▸ What is required
Every line of the entries below that mentions "paths" is to be copied out.

▸ Material for this task
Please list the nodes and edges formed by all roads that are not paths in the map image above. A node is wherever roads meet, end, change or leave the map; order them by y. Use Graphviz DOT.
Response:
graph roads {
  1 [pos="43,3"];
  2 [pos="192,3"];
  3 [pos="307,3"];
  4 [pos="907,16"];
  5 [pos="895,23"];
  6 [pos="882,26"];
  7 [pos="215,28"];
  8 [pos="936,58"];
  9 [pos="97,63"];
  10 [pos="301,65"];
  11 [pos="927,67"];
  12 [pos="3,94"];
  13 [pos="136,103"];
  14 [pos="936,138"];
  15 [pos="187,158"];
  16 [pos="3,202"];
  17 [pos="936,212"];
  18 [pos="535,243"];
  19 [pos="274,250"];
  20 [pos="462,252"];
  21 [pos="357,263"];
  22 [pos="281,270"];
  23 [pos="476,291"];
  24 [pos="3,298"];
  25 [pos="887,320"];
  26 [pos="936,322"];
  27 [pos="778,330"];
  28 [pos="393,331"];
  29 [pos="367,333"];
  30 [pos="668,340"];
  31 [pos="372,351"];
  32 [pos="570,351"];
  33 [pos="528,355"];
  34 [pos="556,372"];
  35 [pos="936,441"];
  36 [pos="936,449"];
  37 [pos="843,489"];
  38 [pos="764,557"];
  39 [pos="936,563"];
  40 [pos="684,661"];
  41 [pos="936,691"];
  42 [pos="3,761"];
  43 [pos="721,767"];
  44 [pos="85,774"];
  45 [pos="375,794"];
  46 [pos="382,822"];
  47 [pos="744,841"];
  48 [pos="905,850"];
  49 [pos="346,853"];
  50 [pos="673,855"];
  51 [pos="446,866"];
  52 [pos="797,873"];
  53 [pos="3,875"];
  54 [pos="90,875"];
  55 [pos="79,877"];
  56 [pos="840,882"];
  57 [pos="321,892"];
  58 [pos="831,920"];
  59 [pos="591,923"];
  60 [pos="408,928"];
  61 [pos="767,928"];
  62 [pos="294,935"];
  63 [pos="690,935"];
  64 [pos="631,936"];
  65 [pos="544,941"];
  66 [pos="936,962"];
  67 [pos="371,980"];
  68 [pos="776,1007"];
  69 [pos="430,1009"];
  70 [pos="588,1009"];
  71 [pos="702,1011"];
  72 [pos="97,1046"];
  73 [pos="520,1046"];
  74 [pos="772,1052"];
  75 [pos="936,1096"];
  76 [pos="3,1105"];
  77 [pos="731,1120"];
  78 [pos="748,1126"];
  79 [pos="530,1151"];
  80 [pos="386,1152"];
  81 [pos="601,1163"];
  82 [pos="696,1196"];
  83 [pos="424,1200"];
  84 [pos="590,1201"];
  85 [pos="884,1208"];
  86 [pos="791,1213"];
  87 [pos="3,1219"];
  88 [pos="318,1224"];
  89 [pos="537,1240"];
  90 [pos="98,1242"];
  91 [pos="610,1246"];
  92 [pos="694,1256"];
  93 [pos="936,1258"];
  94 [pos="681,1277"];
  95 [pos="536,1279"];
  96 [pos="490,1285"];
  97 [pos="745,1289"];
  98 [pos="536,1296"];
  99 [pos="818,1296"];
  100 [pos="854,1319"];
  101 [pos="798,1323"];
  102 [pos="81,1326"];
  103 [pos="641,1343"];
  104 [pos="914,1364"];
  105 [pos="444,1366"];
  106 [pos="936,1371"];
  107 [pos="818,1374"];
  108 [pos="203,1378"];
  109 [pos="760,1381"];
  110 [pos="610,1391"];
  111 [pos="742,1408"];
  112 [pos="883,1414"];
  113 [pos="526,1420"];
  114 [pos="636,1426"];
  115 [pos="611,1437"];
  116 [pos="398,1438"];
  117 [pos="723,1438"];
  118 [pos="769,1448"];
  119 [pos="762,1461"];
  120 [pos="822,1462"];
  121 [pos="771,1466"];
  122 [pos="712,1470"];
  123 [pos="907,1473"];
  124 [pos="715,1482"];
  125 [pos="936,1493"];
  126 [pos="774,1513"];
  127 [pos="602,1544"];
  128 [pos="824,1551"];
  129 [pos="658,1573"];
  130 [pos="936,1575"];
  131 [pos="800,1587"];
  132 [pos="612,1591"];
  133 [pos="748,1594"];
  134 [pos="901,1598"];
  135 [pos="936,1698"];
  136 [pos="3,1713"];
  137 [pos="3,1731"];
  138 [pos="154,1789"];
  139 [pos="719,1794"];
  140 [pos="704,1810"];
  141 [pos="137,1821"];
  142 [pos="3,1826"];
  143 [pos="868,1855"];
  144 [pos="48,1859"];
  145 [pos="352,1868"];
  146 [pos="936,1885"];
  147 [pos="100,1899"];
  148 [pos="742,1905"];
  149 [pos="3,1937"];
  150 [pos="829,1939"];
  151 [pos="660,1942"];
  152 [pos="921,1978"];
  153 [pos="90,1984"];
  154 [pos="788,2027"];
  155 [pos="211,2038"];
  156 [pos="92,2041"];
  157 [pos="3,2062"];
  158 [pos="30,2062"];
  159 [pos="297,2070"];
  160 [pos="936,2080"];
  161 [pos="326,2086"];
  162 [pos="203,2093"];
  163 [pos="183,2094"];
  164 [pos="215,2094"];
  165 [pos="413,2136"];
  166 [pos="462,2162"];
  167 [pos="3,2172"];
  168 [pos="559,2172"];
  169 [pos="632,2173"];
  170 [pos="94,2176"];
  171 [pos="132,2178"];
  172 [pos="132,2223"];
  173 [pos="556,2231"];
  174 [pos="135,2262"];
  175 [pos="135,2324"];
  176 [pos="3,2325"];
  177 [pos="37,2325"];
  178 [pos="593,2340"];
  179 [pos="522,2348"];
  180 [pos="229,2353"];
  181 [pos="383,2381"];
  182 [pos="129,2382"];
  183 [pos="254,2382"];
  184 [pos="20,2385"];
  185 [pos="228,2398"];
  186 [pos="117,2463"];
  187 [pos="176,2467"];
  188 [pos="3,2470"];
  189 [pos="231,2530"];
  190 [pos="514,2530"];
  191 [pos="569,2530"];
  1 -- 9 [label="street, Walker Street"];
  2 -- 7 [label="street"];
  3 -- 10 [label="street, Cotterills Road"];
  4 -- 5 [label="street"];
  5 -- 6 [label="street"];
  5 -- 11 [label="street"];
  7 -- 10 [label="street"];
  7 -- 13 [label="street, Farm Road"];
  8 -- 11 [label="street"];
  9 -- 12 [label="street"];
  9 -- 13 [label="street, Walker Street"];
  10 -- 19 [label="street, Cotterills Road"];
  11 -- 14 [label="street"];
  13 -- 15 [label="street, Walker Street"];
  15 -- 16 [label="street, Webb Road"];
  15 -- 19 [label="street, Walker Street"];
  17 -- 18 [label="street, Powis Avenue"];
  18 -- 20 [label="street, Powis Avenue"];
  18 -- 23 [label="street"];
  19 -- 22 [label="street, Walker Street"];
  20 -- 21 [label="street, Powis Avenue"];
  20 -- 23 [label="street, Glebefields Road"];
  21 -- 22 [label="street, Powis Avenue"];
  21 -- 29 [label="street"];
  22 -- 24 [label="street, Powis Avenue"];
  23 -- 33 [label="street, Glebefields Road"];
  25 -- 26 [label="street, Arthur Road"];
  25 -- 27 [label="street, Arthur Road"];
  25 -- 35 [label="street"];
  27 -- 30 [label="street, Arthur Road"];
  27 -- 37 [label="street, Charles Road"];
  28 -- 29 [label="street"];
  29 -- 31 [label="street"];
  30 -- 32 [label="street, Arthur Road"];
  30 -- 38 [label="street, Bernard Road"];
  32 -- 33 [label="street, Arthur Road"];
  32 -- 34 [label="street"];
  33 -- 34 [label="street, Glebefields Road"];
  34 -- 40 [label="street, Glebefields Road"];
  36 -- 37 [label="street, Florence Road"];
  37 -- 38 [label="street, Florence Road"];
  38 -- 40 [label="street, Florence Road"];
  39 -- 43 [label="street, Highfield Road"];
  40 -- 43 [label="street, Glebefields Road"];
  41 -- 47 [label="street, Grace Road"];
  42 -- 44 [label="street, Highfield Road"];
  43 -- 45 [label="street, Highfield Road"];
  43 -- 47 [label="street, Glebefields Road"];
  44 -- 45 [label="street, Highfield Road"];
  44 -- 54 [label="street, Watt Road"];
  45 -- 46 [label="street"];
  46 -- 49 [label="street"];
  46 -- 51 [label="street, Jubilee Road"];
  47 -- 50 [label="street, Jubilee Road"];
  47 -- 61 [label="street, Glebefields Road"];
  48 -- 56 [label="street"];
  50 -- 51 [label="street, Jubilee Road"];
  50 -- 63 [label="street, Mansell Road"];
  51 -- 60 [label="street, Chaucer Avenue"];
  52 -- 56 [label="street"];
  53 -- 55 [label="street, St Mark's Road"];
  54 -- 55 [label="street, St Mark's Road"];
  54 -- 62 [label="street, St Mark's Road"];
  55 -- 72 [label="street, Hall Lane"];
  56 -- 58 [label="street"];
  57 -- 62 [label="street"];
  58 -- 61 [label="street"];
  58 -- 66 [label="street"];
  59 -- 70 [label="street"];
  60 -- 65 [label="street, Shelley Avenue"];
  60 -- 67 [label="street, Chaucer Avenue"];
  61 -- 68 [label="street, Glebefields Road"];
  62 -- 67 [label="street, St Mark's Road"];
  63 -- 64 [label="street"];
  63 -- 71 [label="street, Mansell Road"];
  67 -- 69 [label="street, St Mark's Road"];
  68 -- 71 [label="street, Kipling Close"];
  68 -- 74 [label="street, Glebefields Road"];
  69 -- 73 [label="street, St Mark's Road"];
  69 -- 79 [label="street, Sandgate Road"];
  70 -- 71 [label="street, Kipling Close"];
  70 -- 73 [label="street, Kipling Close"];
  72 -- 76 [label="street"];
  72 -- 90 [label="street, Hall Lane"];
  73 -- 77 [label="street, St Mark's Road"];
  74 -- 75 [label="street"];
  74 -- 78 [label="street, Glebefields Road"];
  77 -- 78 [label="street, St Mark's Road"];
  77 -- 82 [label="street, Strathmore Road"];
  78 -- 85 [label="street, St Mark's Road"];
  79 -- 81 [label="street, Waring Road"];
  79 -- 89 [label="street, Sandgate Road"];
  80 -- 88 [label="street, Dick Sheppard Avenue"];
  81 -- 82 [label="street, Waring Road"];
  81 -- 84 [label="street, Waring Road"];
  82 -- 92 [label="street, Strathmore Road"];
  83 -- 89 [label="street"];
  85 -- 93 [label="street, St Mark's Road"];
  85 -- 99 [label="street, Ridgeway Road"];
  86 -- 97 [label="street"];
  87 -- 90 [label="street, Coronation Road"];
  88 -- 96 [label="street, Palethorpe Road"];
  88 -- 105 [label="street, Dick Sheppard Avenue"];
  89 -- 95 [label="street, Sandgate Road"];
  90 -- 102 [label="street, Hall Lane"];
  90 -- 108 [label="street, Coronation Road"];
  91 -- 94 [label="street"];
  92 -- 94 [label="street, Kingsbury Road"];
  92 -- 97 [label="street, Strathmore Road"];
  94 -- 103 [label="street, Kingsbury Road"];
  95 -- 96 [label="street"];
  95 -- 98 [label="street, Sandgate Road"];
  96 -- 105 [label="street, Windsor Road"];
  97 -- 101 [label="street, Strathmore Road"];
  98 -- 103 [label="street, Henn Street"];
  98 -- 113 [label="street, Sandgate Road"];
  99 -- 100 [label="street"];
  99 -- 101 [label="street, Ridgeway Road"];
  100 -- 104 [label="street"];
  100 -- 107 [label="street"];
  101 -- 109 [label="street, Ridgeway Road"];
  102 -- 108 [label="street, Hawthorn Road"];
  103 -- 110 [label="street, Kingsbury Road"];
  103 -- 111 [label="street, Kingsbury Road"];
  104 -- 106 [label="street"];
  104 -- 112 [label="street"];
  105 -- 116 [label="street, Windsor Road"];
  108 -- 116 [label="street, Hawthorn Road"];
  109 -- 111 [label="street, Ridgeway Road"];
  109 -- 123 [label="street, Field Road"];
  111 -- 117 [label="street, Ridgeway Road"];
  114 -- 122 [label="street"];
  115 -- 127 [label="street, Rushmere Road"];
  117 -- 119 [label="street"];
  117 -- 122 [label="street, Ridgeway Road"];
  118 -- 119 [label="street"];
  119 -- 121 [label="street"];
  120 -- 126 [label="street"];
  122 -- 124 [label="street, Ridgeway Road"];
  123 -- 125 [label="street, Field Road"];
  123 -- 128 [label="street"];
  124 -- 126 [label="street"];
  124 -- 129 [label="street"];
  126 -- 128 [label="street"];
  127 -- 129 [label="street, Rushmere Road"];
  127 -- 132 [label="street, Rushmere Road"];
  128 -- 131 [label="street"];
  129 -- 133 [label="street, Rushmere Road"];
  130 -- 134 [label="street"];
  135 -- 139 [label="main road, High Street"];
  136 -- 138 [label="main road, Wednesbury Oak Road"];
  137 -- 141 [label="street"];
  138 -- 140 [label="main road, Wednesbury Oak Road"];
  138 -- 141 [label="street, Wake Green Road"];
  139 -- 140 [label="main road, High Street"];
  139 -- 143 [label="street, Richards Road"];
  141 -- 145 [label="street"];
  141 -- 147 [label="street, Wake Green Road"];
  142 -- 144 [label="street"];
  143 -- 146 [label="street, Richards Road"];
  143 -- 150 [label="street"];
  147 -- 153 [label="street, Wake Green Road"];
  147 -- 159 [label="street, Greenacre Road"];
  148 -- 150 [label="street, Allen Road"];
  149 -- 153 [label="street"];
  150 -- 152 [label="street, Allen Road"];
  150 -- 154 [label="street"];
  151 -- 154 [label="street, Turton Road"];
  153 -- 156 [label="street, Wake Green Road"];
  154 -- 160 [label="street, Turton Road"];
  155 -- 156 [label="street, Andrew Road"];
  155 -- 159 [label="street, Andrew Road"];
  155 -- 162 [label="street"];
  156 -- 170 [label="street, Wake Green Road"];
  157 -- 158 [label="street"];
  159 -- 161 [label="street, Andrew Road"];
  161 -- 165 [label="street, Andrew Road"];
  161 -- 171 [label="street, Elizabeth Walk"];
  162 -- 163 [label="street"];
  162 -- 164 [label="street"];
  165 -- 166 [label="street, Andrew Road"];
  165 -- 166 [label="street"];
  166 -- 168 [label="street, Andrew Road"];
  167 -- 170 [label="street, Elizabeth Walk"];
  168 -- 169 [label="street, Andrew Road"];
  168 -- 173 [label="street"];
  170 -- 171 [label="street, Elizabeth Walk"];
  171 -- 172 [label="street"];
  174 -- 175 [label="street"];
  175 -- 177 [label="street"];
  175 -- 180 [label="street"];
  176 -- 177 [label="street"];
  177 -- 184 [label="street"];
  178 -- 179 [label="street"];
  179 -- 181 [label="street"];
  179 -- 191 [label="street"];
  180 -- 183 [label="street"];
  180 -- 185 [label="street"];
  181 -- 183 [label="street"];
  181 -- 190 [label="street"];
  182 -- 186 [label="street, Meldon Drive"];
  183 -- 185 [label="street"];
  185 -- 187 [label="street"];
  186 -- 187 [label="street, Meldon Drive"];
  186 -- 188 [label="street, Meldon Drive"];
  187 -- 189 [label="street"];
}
...
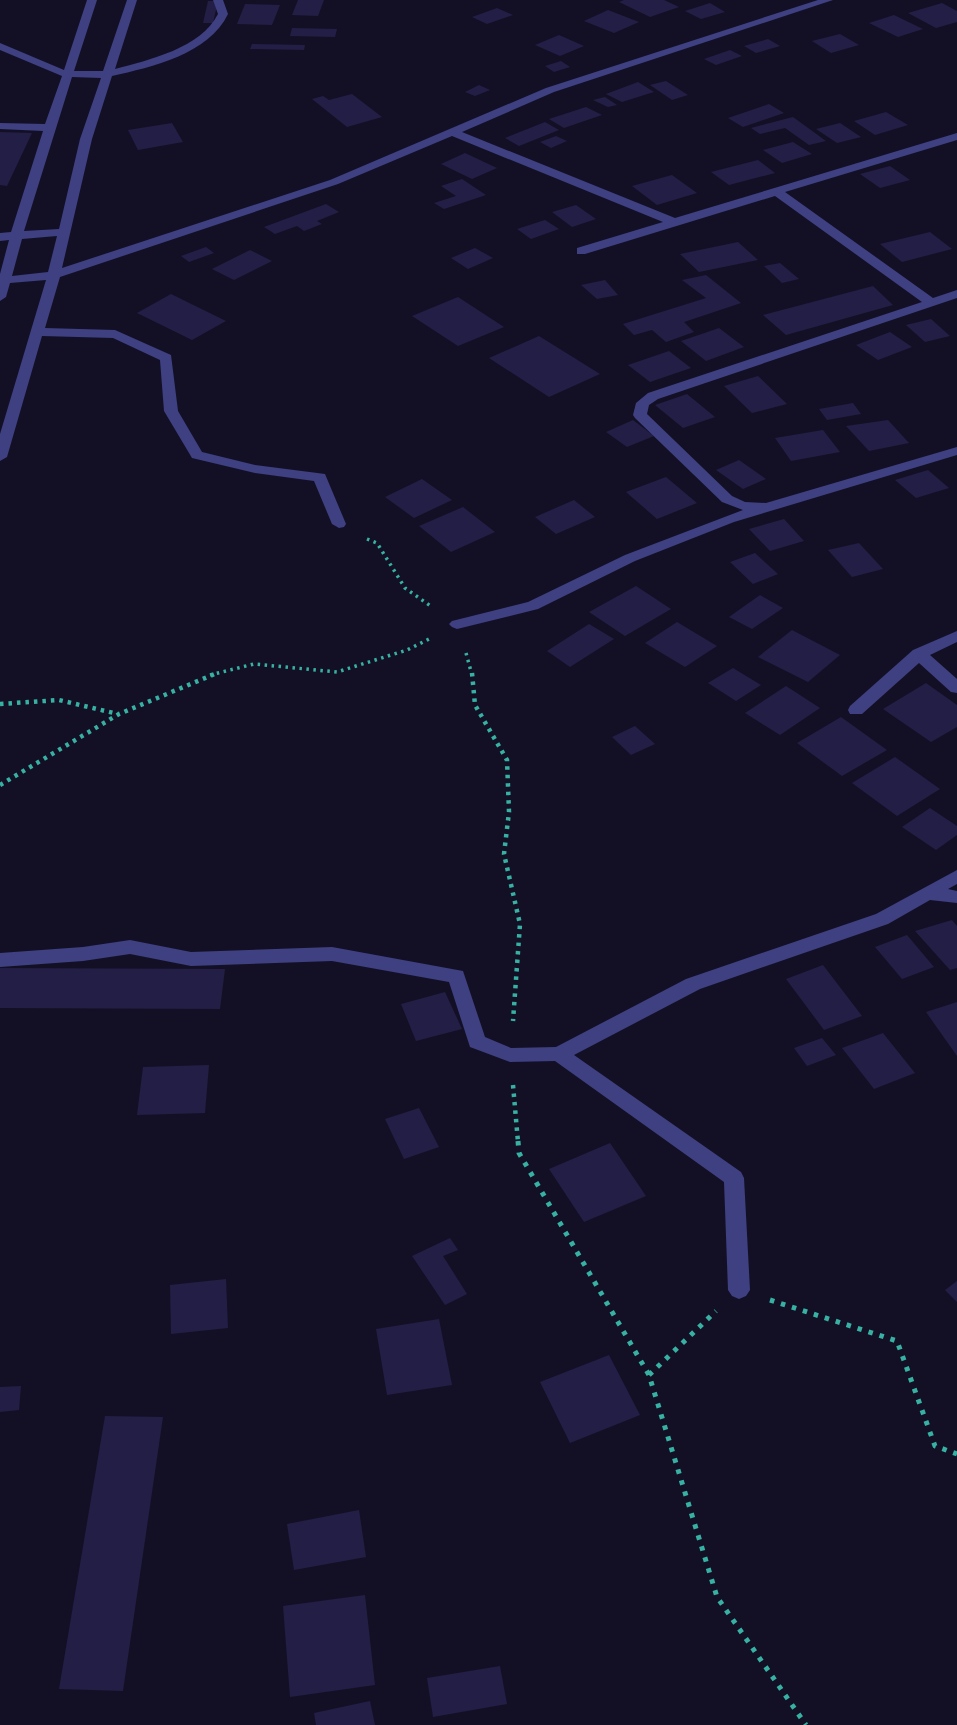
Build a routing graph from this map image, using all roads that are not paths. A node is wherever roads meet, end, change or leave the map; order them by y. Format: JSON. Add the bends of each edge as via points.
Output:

▸ Exercise response
Please list the nodes and edges formed by all roads that are not paths in the map image above. A node is wherever roads meet, end, change or leave the map; order them by y. Use Graphviz DOT.
Build a routing graph from this map image, using all roads that are not paths. A node is wherever roads meet, end, change or leave the map; order them by y. Format: JSON. Add the bends of each edge as via points.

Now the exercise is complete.